No Fla-Flu ideológico das redes sociais, uma estratégia é comum para ambos os lados: a necessidade de se escorar em um “pensador” para chamar de seu. Por “pensador”, leia-se o cara que escreve os textos com as ideias que serão compartilhadas por quem não tem ideias (mas com uma sede imensa de autoafirmação). Nada contra, afinal, vamos para a escola justamente para assimilar conhecimentos estabelecidos por outros e, tudo o que passamos para a frente, sofre essa influência.
Não somos nós mesmos sem nossos amuletos intelectuais. A questão é quando se valoriza mais o “pensador” em si do que o que ele pensa de fato. Um grande exemplo disso se materializou no último fim de semana: o jantar que reuniu Leandro Karnal, historiador abraçado pela esquerda, e o juiz Sérgio Moro, ícone da direita.
Karnal foi esculachado como um lesa-pátria pelos socialistas. Fãs de Moro ficaram embasbacados. Estamos diante de dois Judas que agendaram a própria última ceia?
Sinceramente, não tenho condições de cravar que Moro é de direita. Até tenho desconfiança, mas não sei de qual direita. Se é libertário, conservador, se defende um Estado médio, mínimo ou minúsculo.
O que interessa é o trabalho histórico que ele desenvolve como juiz da Lava Jato, a voz que ele incorpora em um país em que partidos destros e sinistros se unem para defender o financiamento sujo de campanhas (seja por caixa 1 ou 2). Se Moro topasse jantar comigo, não teria dúvidas de que aceitaria qualquer horário, local e cardápio. Mesmo se eu fosse um sindicalista da CUT.
Karnal é um popstar dentro de um seleto grupo de formadores de opinião como Luiz Felipe Pondé e Mário Sérgio Cortella, mas longe do peso político de Moro. Tampouco parece disposto a carregar esse fardo. É um sujeito que ganha a vida fazendo com que as pessoas ouçam o que ele diz e, na medida em que alguns setores tentam rotulá-lo, perde alcance.
Fora esse pragmatismo, tem na essência o jeitão de quem não se negaria a ouvir os dois lados de uma discussão.
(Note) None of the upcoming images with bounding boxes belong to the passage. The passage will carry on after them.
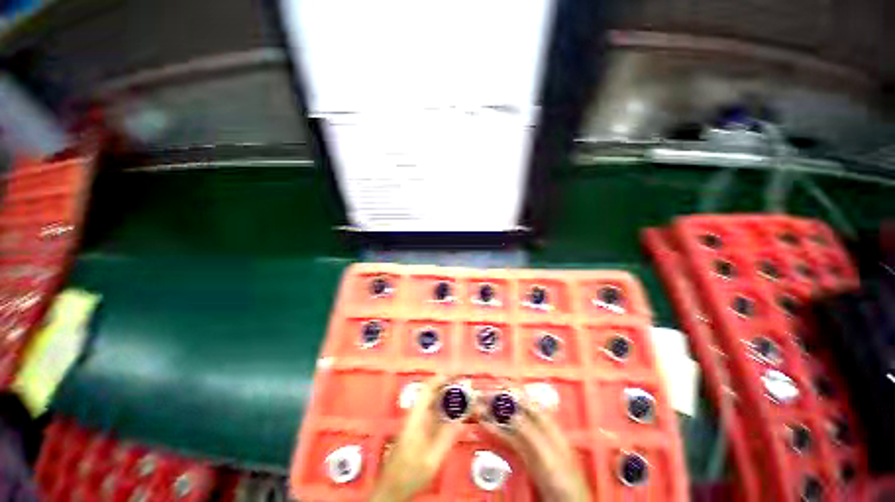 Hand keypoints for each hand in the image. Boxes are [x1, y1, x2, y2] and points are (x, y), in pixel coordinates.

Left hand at [370, 376, 461, 501]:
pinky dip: (449, 409)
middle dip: (451, 385)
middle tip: (468, 385)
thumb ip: (447, 436)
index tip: (457, 373)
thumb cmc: (410, 472)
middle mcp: (417, 413)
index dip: (442, 378)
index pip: (428, 388)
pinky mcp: (422, 428)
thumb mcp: (432, 458)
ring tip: (468, 397)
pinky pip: (437, 412)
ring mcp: (419, 420)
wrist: (393, 487)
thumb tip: (463, 416)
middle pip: (434, 392)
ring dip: (451, 397)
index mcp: (416, 416)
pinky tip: (460, 412)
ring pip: (436, 401)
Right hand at [477, 395, 590, 501]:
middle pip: (515, 409)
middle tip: (480, 397)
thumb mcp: (546, 454)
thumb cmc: (564, 479)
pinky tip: (486, 425)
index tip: (494, 383)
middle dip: (498, 402)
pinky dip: (496, 430)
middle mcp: (538, 428)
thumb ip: (528, 432)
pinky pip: (507, 437)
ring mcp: (531, 441)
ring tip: (478, 408)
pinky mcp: (525, 454)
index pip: (526, 400)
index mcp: (547, 423)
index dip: (510, 390)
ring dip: (494, 415)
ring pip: (509, 422)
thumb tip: (509, 412) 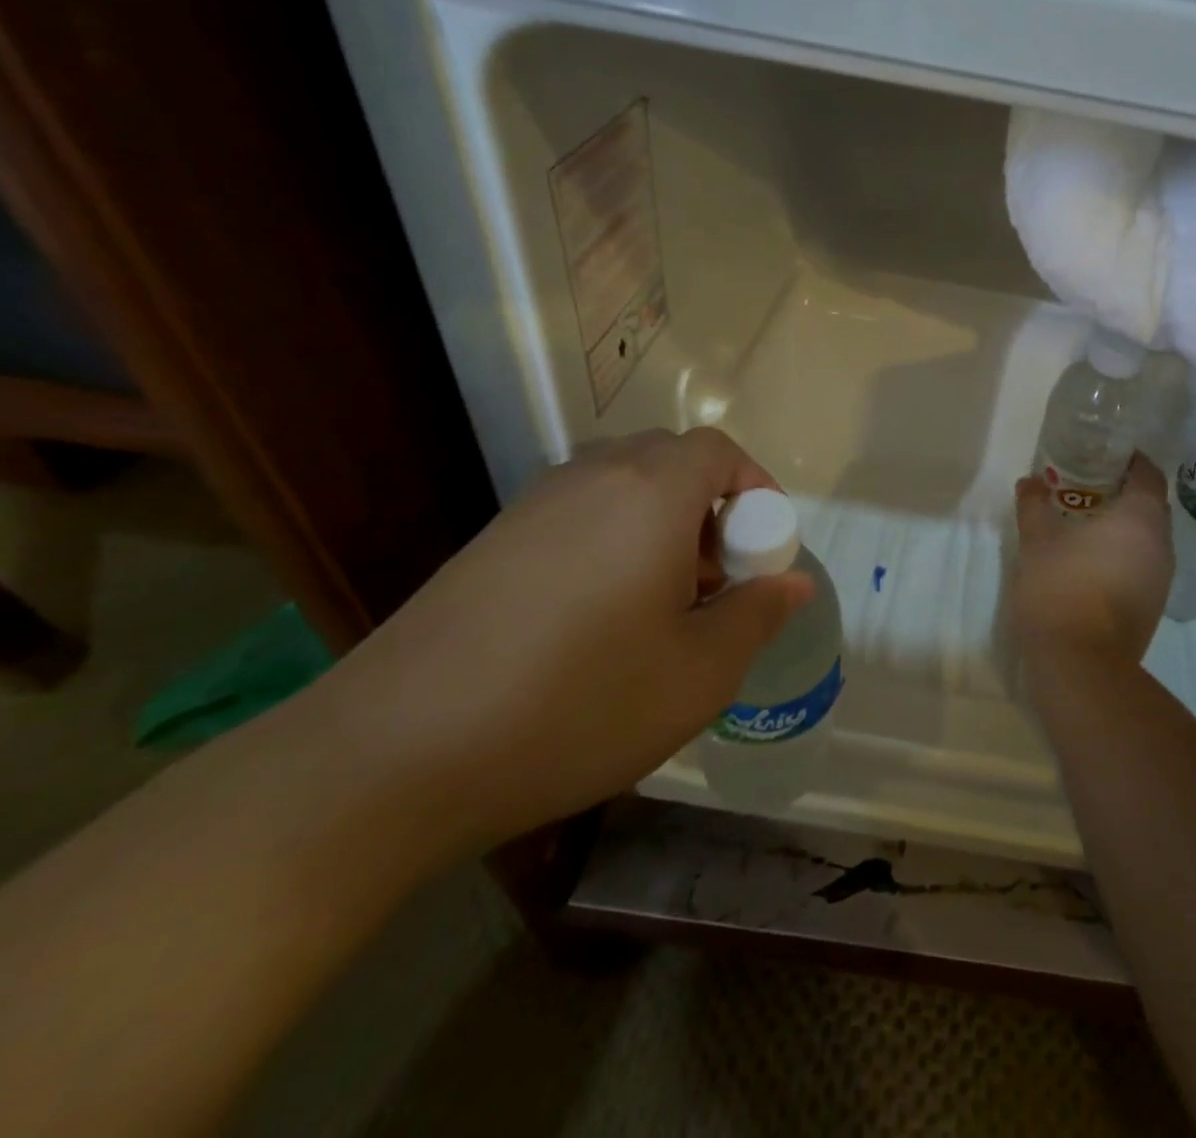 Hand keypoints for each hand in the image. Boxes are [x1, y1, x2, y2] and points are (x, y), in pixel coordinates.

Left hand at [318, 428, 814, 851]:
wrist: (393, 755)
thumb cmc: (577, 705)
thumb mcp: (698, 674)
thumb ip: (757, 616)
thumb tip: (792, 583)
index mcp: (650, 493)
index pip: (719, 449)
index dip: (757, 490)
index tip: (762, 554)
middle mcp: (591, 478)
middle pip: (672, 461)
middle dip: (713, 509)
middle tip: (715, 581)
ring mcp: (533, 505)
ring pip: (624, 486)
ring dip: (663, 525)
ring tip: (661, 604)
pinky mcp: (492, 540)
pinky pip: (578, 513)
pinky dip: (613, 540)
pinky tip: (598, 619)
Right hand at [1008, 453, 1173, 674]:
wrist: (1080, 664)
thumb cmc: (1061, 588)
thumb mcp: (1038, 540)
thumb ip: (1034, 505)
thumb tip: (1030, 481)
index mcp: (1141, 518)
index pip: (1149, 474)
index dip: (1131, 460)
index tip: (1105, 454)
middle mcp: (1161, 545)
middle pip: (1151, 505)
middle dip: (1124, 492)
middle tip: (1088, 485)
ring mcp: (1161, 579)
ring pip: (1148, 538)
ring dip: (1124, 526)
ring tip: (1087, 522)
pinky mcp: (1152, 606)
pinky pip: (1143, 565)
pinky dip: (1124, 554)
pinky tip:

Se é difícil cravar o que Moro pensa sobre ideologia, Karnal é facilmente traduzível como um moderado. O problema é que numa época de extremos, ninguém quer um moderado para chamar de seu.
“Polarização é mais fígado do que cérebro”, como escreveu Karnal para se explicar aos seguidores no Facebook. Ele aprendeu isso na carne, justamente em uma refeição com a personalidade mais cobiçada do momento. A propósito, encerrou o mesmo texto de justificativa dizendo que pagou o vinho que tomou com Moro.
Enquanto os extremistas se digladiam, os moderados ficam com a conta.